En esta tarea de agradar al Padre, el hijo de Dios pone a su servicio todas sus facultades, no sólo la voluntad sino también sus sentimientos y pasiones. Así, después de estudiar brevemente la moralidad de la pasiones (artículo 5), concluye el CEC afirmando que «la perfección moral consiste en que el hombre no sea movido al bien sólo por su voluntad, sino también por su apetito sensible según estas palabras del salmo: “Mi corazón y mi carne gritan de alegría hacia el Dios vivo” (Sal 84, 3)» (n. 1770).
5. La conciencia y la Cruz
La conciencia, tratada en el artículo 6, cuenta con una nueva luz para iluminar el camino del cristiano (cfr n. 1785), que es preciso asimilar en la fe y la oración, y poner en práctica. «Es preciso también que examinemos nuestra conciencia atendiendo a la cruz del Señor» (ibid.): un criterio que el hijo de Dios ha de tener en cuenta, pues fue precisamente en la cruz donde Cristo nos reconcilió con el Padre, de modo que la cruz, el sufrimiento, el dolor, han de ser juzgados por el hijo de Dios con un nuevo criterio que contradice radicalmente los criterios del mundo, para el que puede resultar escándalo o necedad. Para encontrar la verdad sobre el bien en sus juicios de conciencia, los hijos de Dios están además «asistidos por los dones del Espíritu Santo, ayudados por el testimonio o los consejos de otros y guiados por la enseñanza autorizada de la Iglesia» (ibid.).
6. Virtudes y dones
Las virtudes humanas son también transformadas por la divinización, «son purificadas y elevadas por la gracia divina» (n. 1810), y además «se arraigan en las virtudes teologales que adaptan las facultades del hombre a la participación de la naturaleza divina» (n. 1812). Son las virtudes teologales las que «fundan, animan y caracterizan el obrar moral del cristiano. Informan y vivifican todas las virtudes morales. Son infundidas por Dios en el alma de los fieles para hacerlos capaces de obrar como hijos suyos y merecer la vida eterna» (n. 1813). De esta manera, las virtudes humanas se ponen también al servicio de la vida sobrenatural del hijo de Dios.

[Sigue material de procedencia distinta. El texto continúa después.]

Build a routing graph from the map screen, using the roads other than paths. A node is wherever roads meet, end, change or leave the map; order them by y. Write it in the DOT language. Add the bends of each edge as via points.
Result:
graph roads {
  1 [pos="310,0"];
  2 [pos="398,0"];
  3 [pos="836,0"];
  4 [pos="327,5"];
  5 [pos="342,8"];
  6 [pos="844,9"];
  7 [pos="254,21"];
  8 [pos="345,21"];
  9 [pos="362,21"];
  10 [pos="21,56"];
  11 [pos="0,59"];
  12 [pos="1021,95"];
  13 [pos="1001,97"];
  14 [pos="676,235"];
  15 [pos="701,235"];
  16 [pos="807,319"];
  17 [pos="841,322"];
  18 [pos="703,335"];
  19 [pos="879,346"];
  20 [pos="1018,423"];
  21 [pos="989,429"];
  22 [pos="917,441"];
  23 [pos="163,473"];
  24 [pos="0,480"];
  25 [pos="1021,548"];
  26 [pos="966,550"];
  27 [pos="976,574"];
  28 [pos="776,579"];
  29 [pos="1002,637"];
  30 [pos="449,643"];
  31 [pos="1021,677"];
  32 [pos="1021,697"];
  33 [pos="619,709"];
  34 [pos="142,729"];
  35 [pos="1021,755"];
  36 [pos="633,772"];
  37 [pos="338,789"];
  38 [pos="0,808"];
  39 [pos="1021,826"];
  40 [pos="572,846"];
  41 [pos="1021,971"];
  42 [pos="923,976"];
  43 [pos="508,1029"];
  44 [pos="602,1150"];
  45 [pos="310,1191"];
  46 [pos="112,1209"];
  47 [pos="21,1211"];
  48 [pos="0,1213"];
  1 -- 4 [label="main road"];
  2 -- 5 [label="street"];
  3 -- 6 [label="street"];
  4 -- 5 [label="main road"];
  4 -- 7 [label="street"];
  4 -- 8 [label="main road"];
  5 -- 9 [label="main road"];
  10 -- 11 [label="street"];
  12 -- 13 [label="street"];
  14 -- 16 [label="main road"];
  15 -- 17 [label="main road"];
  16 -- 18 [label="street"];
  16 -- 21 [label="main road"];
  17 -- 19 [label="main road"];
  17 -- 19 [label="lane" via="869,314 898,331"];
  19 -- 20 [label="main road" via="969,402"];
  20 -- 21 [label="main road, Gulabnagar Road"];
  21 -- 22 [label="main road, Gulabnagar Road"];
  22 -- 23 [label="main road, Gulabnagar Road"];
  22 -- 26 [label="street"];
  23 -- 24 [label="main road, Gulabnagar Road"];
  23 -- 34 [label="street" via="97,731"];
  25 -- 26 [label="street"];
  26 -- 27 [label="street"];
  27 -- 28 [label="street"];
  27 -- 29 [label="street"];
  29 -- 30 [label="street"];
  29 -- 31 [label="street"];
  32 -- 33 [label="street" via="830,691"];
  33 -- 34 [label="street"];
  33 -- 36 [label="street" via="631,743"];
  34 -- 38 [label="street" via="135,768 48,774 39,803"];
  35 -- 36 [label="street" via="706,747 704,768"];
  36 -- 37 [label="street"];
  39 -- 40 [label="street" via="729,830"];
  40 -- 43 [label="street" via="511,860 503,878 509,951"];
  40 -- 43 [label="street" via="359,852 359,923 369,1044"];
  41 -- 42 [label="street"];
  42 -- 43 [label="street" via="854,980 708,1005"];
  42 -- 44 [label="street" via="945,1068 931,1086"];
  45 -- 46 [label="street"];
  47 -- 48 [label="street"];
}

De modo especial, «el ejercicio de todas las virtudes está animado e inspirado por la caridad» (n. 1827), que es la forma de todas ellas, y es «fuente y término de su práctica cristiana» (ibid.). Cuando el cristiano practica la vida moral animado por la caridad, adquiere «la libertad espiritual de los hijos de Dios. Éste no se halla ante Dios como un esclavo, en el temor servil, ni como el mercenario en busca de un jornal, sino como un hijo que responde al amor del “que nos amó primero” (1 Jn 4, 19)» (n. 1828)[4]. La actitud propia del hijo y su diferencia con respecto al modo de actuar del esclavo y del mercenario es expresada así en una cita de S. Basilio: «O nos apartamos del mal por temor del castigo y estamos en la disposición del esclavo, o buscamos el incentivo de la recompensa y nos parecemos a mercenarios, o finalmente obedecemos por el bien mismo del amor del que manda... y entonces estamos en la disposición de hijos» (S. Basilio, reg. fus. prol. 3).

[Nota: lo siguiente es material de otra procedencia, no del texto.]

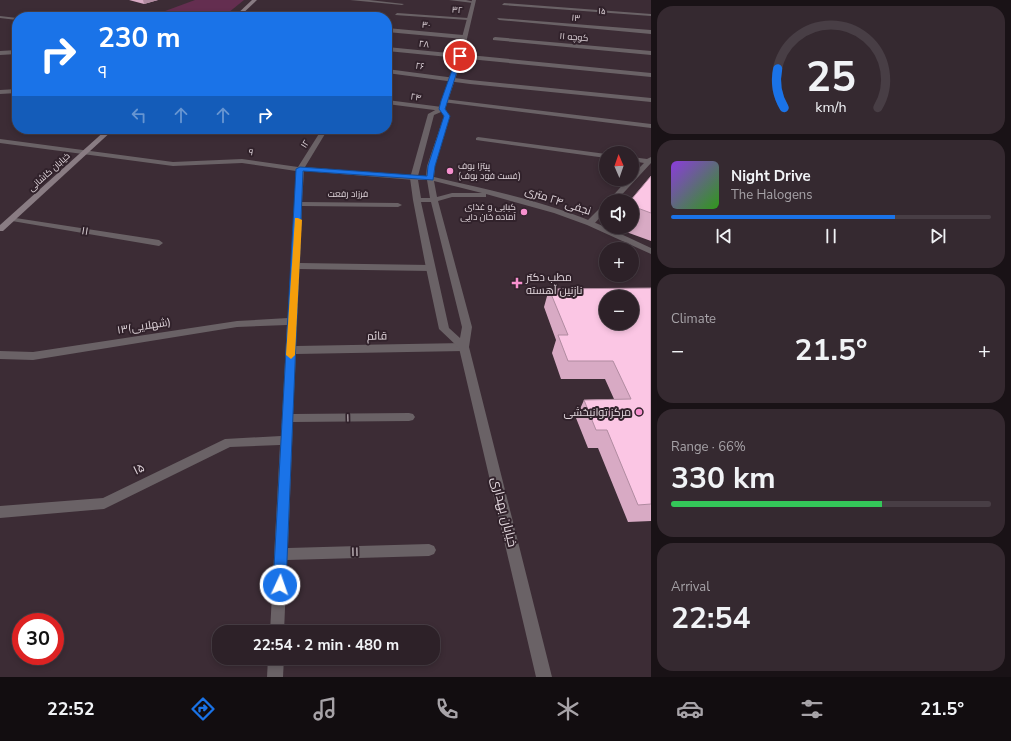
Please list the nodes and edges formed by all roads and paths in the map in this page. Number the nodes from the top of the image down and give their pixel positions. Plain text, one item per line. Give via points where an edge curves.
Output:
1 (255, 0) edge
2 (352, 0) edge
3 (451, 0) edge
4 (473, 1) edge
5 (404, 2) edge
6 (504, 4) dead end
7 (242, 12) edge
8 (397, 14) junction
9 (651, 15) edge
10 (0, 17) edge
11 (12, 18) edge
12 (394, 19) dead end
13 (468, 19) junction
14 (499, 19) dead end
15 (392, 30) edge
16 (651, 32) edge
17 (463, 37) junction
18 (495, 39) dead end
19 (392, 49) edge
20 (12, 52) edge
21 (651, 52) edge
22 (0, 53) edge
23 (460, 56) junction
24 (392, 72) edge
25 (651, 75) edge
26 (451, 79) junction
27 (12, 91) edge
28 (0, 92) edge
29 (651, 100) edge
30 (392, 102) edge
31 (443, 105) junction
32 (651, 126) edge
33 (106, 134) edge
34 (322, 134) edge
35 (478, 139) dead end
36 (0, 142) edge
37 (86, 152) junction
38 (599, 155) edge
39 (639, 159) edge
40 (650, 160) edge
41 (300, 169) junction
42 (414, 178) junction
43 (430, 178) junction
44 (618, 194) edge
45 (501, 195) junction
46 (417, 200) junction
47 (434, 200) junction
48 (299, 204) junction
49 (398, 205) dead end
50 (599, 214) edge
51 (12, 219) junction
52 (590, 223) junction
53 (0, 229) edge
54 (159, 243) dead end
55 (651, 251) edge
56 (295, 266) junction
57 (430, 268) junction
58 (292, 321) junction
59 (464, 347) junction
60 (291, 350) junction
61 (0, 355) edge
62 (408, 417) dead end
63 (288, 418) junction
64 (287, 440) junction
65 (0, 512) edge
66 (429, 550) dead end
67 (281, 554) junction
68 (277, 625) edge
69 (276, 665) edge
70 (275, 677) edge
71 (544, 677) edge

1 - 7 main road
2 - 5 street
3 - 4 street
4 - 13 street, خیابان بهداری
5 - 8 street
6 - 9 street, ۱۵
8 - 12 street
8 - 13 street, ۳۲
10 - 11 street
13 - 17 street, خیابان بهداری
14 - 16 street, ۱۳
15 - 17 street, ۳۰
17 - 23 street, خیابان بهداری
18 - 21 street, کوچه ۱۱
19 - 23 street, ۲۸
20 - 22 street
23 - 25 street, ۲۸
23 - 26 street, خیابان بهداری
24 - 26 street, ۲۶
26 - 29 street, ۲۶
26 - 31 street, خیابان بهداری
27 - 28 street
30 - 31 street, ۲۴
31 - 32 street, ۲۴
31 - 42 street, خیابان بهداری via 432,114
31 - 43 street, خیابان بهداری via 447,116 431,166
33 - 37 main road, خیابان کاشانی
34 - 41 street, ۱۲
35 - 38 street
36 - 37 street, ۹
37 - 41 street, ۹ via 174,164 242,161
37 - 51 main road, خیابان کاشانی
39 - 40 street
40 - 44 street
41 - 42 street, ۹
41 - 48 street
42 - 43 street, ۹
42 - 46 street, خیابان بهداری
43 - 45 street, نجفی ۲۴ متری
43 - 47 street, خیابان بهداری
45 - 47 street, نجفی ۲۴ متری via 452,195
45 - 52 street, نجفی ۲۴ متری
46 - 47 street, نجفی ۲۴ متری
46 - 57 street, خیابان بهداری
47 - 59 street, خیابان بهداری via 467,327
48 - 49 street, فرزاد رفعت
48 - 56 street
50 - 52 street
51 - 53 main road, خیابان کاشانی
51 - 54 street, ۱۱
52 - 55 street, نجفی ۲۴ متری
56 - 57 street
56 - 58 street
57 - 59 street, خیابان بهداری via 444,329
58 - 60 street
58 - 61 street, ۱۳(شهلایی) via 237,324 33,356
59 - 60 street, قائم
59 - 71 street, خیابان بهداری
60 - 63 street
62 - 63 street, ۱
63 - 64 street
64 - 65 street, ۱۵ via 229,442 104,503
64 - 67 street
66 - 67 street, ۱۱
67 - 68 street
69 - 70 street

El artículo dedicado a las virtudes se completa con tres números que se refieren a los dones y frutos del Espíritu Santo, y se recuerdan las palabras de San Pablo a los Romanos: «Todos los que son guiados por el Espíritu de Dios son hijos de Dios... Y si hijos, también herederos; herederos de Dios y coherederos de Cristo» (Rom 8, 14.17).
7. Vida social y fraternidad
Las enseñanzas sobre la vida moral en su dimensión social tienen también su fundamento en la filiación divina: «La vocación de la humanidad es manifestar la imagen de Dios y ser transformada a imagen del Hijo Único del Padre. Esta vocación reviste una forma personal, puesto que cada uno es llamado a entrar en la bienaventuranza divina; pero concierne también al conjunto de la comunidad humana» (n. 1877). La fraternidad humana tiene su fundamento en el hecho de ser hijos de Dios por creación, y en que todos estamos llamados a ser hijos por adopción. Por eso, «el amor al prójimo es inseparable del amor a Dios» (n. 1878). De ahí también la necesidad de la gracia para acertar con el verdadero camino a seguir en el orden social. Este camino «es el camino de la caridad, es decir, del amor de Dios y del prójimo. La caridad representa el mayor mandamiento social» (n. 1889). De hecho, ninguna legislación puede por sí misma hacer desaparecer los comportamientos que obstaculizan el establecimiento de sociedades verdaderamente fraternas. «Estos comportamientos sólo cesan con la caridad que ve en cada hombre un “prójimo”, un hermano» (n. 1931).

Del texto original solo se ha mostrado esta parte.